EXERCISE INSTRUCTIONS. Whenever a line in the records below holds the string "dead", include it in the count, and state the number alone.
[DATA FOR PROCESSING — start]
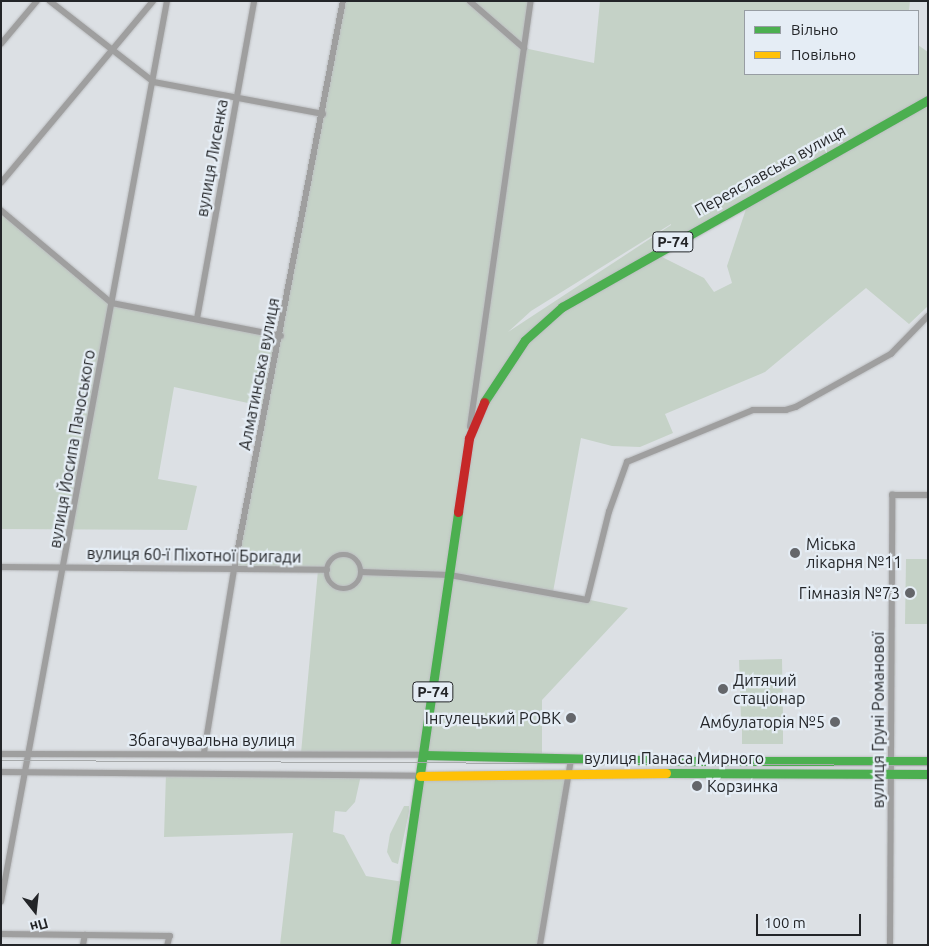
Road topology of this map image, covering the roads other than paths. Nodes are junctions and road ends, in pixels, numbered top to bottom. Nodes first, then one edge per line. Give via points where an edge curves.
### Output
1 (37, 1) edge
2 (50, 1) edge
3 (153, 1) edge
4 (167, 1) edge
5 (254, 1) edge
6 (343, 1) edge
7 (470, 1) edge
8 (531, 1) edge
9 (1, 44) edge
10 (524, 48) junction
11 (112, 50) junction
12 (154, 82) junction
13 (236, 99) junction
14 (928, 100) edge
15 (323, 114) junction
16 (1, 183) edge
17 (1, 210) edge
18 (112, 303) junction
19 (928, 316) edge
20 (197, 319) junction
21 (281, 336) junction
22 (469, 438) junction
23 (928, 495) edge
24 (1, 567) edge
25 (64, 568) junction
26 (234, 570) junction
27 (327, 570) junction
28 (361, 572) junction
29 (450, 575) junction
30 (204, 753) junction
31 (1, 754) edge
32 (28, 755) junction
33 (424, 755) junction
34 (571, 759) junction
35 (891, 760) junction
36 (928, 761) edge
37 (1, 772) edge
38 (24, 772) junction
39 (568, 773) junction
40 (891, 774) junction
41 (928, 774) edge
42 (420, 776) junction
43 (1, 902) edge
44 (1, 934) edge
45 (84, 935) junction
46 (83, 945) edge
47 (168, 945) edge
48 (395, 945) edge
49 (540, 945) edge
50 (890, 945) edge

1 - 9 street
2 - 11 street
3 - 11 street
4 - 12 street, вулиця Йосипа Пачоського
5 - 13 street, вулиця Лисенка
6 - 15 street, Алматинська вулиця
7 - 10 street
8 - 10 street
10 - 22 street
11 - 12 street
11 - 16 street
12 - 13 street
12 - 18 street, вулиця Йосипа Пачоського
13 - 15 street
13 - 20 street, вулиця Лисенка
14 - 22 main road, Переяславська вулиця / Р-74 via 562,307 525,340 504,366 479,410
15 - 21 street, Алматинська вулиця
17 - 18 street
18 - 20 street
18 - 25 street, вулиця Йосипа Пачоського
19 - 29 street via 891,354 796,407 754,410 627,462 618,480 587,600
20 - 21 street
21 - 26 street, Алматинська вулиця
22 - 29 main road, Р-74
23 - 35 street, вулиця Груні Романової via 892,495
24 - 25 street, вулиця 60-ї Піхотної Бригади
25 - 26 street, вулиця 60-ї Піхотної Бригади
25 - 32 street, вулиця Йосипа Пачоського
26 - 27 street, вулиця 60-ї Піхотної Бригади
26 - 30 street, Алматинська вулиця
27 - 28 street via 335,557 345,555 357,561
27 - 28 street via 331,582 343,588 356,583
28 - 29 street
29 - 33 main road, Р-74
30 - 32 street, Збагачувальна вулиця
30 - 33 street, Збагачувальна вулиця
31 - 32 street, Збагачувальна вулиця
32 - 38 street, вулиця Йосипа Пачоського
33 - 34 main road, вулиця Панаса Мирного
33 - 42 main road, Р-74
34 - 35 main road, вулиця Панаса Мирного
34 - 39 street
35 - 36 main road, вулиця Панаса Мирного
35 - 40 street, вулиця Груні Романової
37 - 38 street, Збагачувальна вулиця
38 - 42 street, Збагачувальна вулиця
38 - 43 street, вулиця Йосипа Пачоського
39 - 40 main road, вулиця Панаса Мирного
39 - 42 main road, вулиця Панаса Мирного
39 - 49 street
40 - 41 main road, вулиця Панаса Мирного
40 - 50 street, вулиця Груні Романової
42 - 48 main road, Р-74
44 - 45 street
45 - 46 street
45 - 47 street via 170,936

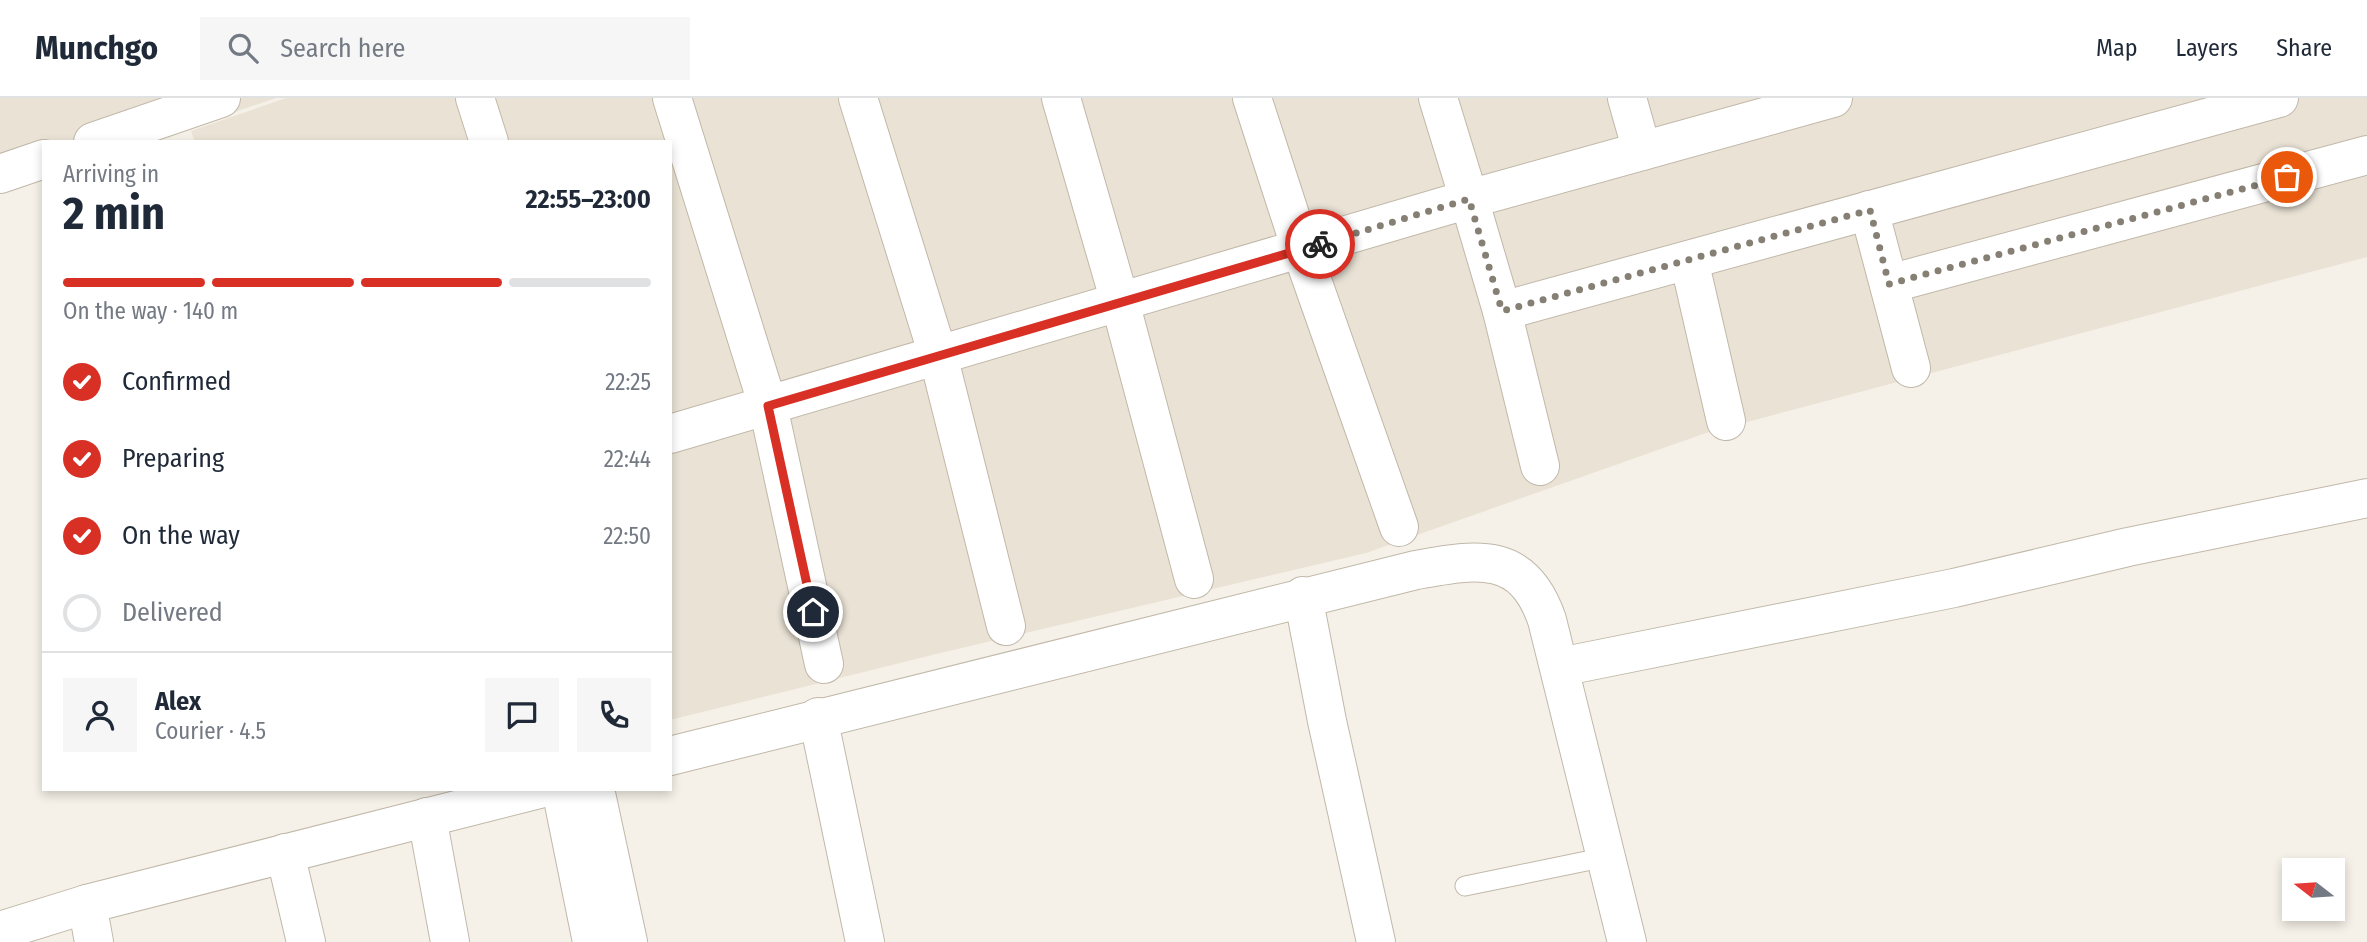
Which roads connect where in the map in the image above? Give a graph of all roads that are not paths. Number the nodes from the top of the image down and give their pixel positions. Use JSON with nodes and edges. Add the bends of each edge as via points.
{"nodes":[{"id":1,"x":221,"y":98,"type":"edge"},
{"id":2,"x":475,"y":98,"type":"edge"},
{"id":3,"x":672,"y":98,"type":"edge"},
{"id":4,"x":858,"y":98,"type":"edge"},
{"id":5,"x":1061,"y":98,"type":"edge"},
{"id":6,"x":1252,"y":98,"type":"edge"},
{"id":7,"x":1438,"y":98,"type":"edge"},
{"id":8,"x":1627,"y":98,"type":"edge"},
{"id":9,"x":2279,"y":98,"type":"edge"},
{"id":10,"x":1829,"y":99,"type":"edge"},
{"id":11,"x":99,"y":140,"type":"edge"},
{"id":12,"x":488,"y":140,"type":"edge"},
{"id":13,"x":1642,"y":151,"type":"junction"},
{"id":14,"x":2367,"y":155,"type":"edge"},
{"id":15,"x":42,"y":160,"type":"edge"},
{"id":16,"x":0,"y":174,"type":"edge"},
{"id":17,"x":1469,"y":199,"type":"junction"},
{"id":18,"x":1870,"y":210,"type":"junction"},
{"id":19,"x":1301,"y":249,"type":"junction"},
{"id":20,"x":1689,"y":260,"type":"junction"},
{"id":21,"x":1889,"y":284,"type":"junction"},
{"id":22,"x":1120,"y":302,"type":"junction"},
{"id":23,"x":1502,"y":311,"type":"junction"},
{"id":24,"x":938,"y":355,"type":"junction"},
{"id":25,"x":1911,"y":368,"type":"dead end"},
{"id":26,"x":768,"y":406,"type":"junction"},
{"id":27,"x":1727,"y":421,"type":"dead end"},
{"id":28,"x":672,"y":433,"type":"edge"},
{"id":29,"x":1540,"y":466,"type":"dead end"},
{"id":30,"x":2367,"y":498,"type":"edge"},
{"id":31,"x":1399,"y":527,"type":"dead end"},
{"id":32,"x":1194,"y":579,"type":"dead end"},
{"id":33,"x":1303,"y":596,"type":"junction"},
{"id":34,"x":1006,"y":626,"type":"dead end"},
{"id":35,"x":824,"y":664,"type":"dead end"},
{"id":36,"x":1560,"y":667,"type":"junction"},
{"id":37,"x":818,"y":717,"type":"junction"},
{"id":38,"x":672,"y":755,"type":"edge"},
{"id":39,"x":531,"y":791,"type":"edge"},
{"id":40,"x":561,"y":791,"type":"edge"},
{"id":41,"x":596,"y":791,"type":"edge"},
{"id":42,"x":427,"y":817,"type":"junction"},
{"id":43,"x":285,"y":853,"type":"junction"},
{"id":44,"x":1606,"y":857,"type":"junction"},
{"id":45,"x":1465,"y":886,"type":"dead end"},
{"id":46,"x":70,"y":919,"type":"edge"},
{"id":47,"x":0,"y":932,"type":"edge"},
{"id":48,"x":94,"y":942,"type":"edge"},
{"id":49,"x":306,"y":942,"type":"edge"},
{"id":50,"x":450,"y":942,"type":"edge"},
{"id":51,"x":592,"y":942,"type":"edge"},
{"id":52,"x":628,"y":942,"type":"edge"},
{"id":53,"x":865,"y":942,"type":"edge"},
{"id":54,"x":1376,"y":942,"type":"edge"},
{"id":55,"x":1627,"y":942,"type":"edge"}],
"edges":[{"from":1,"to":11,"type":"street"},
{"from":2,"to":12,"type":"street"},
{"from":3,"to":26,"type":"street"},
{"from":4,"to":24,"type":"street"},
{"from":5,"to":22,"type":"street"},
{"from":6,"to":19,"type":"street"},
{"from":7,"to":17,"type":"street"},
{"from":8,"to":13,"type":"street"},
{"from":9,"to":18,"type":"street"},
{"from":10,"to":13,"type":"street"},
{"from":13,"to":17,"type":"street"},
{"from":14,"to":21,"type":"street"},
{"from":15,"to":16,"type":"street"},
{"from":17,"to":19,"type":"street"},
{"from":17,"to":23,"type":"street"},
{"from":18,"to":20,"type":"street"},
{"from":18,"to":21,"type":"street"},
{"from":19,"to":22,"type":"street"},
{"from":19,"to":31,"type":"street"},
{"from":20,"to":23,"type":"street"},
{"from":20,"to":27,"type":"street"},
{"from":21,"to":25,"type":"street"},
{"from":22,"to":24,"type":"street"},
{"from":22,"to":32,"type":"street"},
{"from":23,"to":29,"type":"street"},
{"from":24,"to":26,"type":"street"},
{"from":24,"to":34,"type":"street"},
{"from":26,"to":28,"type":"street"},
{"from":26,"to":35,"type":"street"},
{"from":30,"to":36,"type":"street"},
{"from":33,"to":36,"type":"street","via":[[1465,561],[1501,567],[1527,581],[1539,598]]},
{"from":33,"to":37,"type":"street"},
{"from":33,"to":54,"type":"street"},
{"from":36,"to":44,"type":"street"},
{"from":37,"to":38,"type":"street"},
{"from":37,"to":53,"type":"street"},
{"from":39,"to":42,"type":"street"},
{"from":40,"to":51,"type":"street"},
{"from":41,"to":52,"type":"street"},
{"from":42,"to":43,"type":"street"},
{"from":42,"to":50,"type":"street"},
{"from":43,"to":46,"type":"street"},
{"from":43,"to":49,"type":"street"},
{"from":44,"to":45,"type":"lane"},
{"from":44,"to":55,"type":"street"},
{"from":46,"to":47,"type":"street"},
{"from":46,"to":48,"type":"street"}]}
[DATA FOR PROCESSING — finish]
RESPONSE BELOW. 8